[INFORMATION SHOWN]

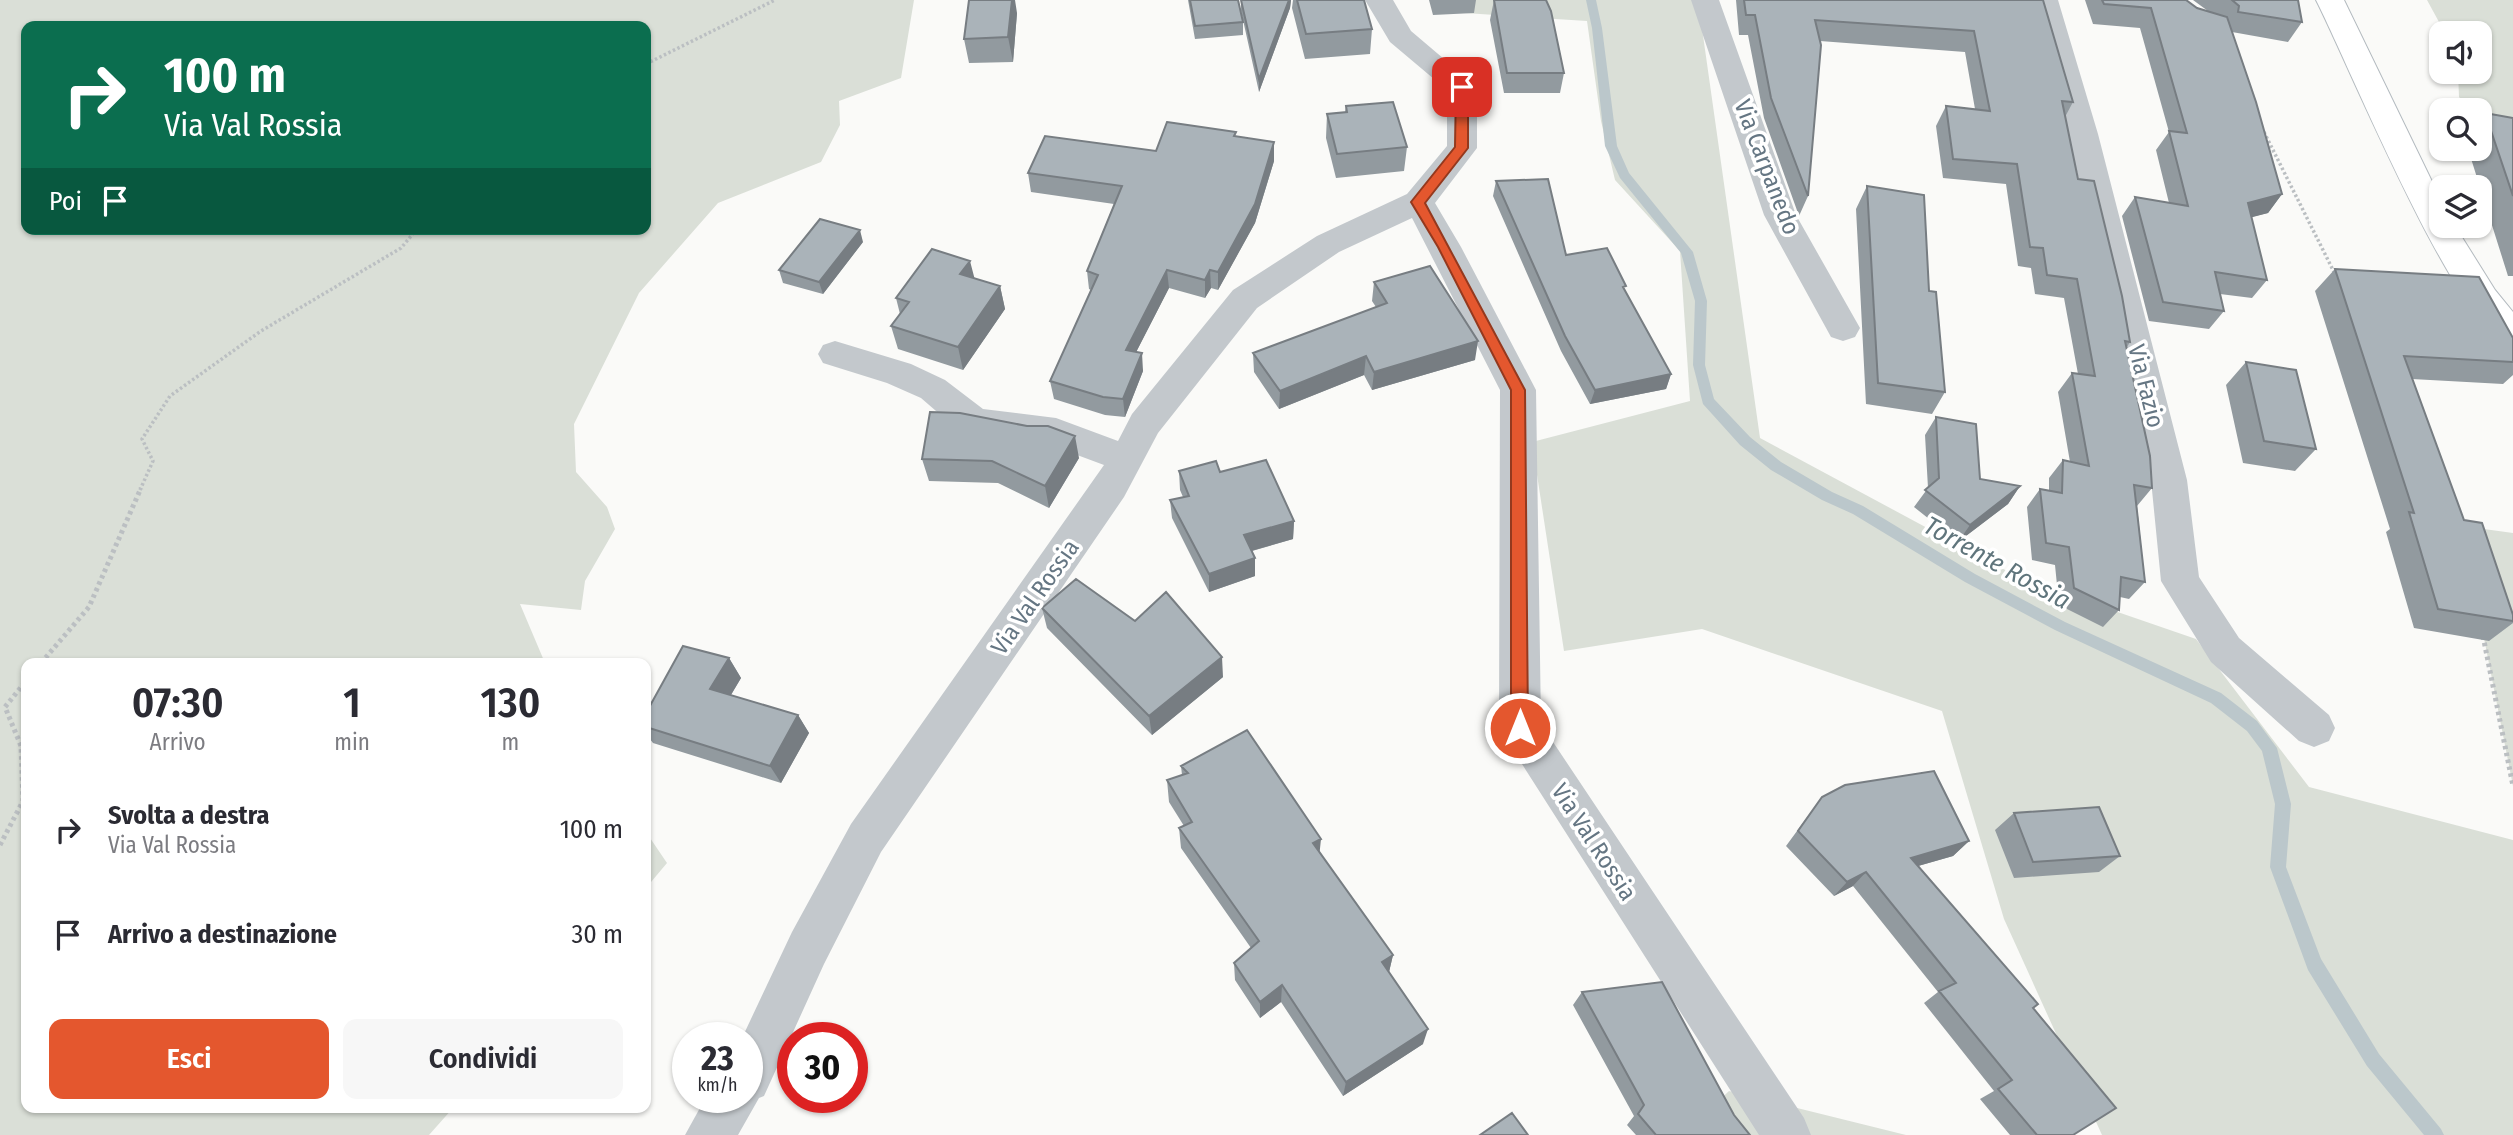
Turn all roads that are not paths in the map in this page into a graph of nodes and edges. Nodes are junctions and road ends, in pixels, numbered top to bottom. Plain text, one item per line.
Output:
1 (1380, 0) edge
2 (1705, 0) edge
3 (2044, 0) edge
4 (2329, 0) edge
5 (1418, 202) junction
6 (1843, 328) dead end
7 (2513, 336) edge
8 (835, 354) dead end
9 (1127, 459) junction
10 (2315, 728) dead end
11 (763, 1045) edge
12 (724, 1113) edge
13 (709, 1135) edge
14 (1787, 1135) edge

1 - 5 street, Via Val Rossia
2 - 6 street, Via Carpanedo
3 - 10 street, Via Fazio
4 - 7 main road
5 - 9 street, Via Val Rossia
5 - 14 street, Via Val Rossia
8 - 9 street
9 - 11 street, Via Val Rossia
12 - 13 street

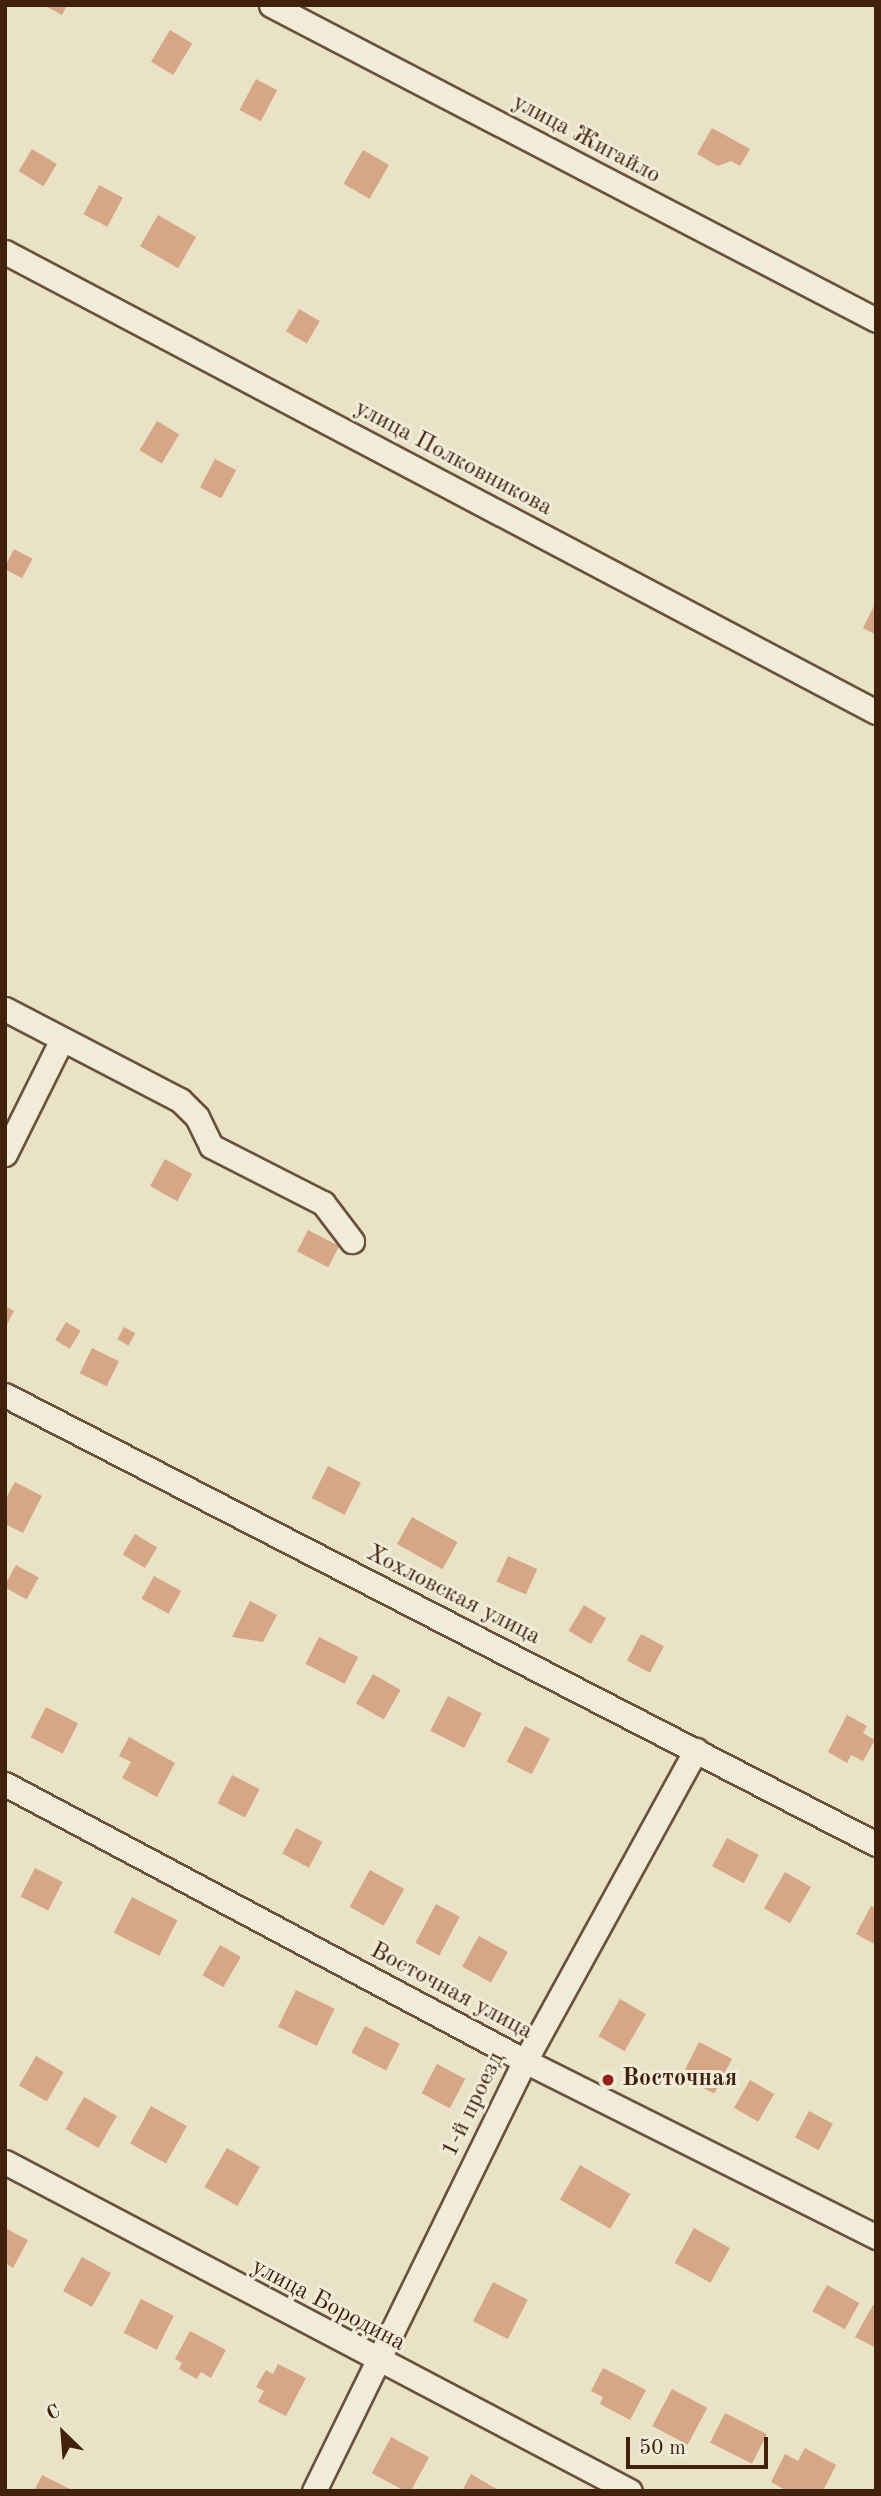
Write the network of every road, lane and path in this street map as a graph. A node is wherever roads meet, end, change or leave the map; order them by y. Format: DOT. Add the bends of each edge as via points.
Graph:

[/INFORMATION SHOWN]

TASK.
Make an exact copy of the records, pictures excluded.

ANSWER AREA.
Turn all roads that are not paths in the map in this page into a graph of nodes and edges. Nodes are junctions and road ends, in pixels, numbered top to bottom. Plain text, one item per line.
Output:
1 (1380, 0) edge
2 (1705, 0) edge
3 (2044, 0) edge
4 (2329, 0) edge
5 (1418, 202) junction
6 (1843, 328) dead end
7 (2513, 336) edge
8 (835, 354) dead end
9 (1127, 459) junction
10 (2315, 728) dead end
11 (763, 1045) edge
12 (724, 1113) edge
13 (709, 1135) edge
14 (1787, 1135) edge

1 - 5 street, Via Val Rossia
2 - 6 street, Via Carpanedo
3 - 10 street, Via Fazio
4 - 7 main road
5 - 9 street, Via Val Rossia
5 - 14 street, Via Val Rossia
8 - 9 street
9 - 11 street, Via Val Rossia
12 - 13 street

Write the network of every road, lane and path in this street map as a graph. A node is wherever roads meet, end, change or leave the map; order them by y. Format: DOT. Add the bends of each edge as via points.
Graph:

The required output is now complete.